(Extracted data entries)
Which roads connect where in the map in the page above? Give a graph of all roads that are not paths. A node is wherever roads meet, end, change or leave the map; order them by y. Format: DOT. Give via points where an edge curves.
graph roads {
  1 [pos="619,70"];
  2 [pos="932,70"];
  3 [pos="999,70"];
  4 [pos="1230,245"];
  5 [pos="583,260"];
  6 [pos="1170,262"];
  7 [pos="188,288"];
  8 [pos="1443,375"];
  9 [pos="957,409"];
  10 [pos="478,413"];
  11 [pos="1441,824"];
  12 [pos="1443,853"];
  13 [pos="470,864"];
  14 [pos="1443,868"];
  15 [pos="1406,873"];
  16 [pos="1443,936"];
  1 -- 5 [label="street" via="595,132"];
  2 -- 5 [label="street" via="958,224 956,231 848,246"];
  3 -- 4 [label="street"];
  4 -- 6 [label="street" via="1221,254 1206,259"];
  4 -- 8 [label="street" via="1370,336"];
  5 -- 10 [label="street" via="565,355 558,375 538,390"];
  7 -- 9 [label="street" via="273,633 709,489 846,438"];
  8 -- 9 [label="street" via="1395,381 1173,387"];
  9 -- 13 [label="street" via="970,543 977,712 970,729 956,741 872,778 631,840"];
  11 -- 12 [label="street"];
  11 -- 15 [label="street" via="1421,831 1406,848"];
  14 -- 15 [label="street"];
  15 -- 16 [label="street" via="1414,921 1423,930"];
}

Brief. Output all of the records exactly, with nothing omitted.

Your response.
Which roads connect where in the map in the page above? Give a graph of all roads that are not paths. A node is wherever roads meet, end, change or leave the map; order them by y. Format: DOT. Give via points where an edge curves.
graph roads {
  1 [pos="619,70"];
  2 [pos="932,70"];
  3 [pos="999,70"];
  4 [pos="1230,245"];
  5 [pos="583,260"];
  6 [pos="1170,262"];
  7 [pos="188,288"];
  8 [pos="1443,375"];
  9 [pos="957,409"];
  10 [pos="478,413"];
  11 [pos="1441,824"];
  12 [pos="1443,853"];
  13 [pos="470,864"];
  14 [pos="1443,868"];
  15 [pos="1406,873"];
  16 [pos="1443,936"];
  1 -- 5 [label="street" via="595,132"];
  2 -- 5 [label="street" via="958,224 956,231 848,246"];
  3 -- 4 [label="street"];
  4 -- 6 [label="street" via="1221,254 1206,259"];
  4 -- 8 [label="street" via="1370,336"];
  5 -- 10 [label="street" via="565,355 558,375 538,390"];
  7 -- 9 [label="street" via="273,633 709,489 846,438"];
  8 -- 9 [label="street" via="1395,381 1173,387"];
  9 -- 13 [label="street" via="970,543 977,712 970,729 956,741 872,778 631,840"];
  11 -- 12 [label="street"];
  11 -- 15 [label="street" via="1421,831 1406,848"];
  14 -- 15 [label="street"];
  15 -- 16 [label="street" via="1414,921 1423,930"];
}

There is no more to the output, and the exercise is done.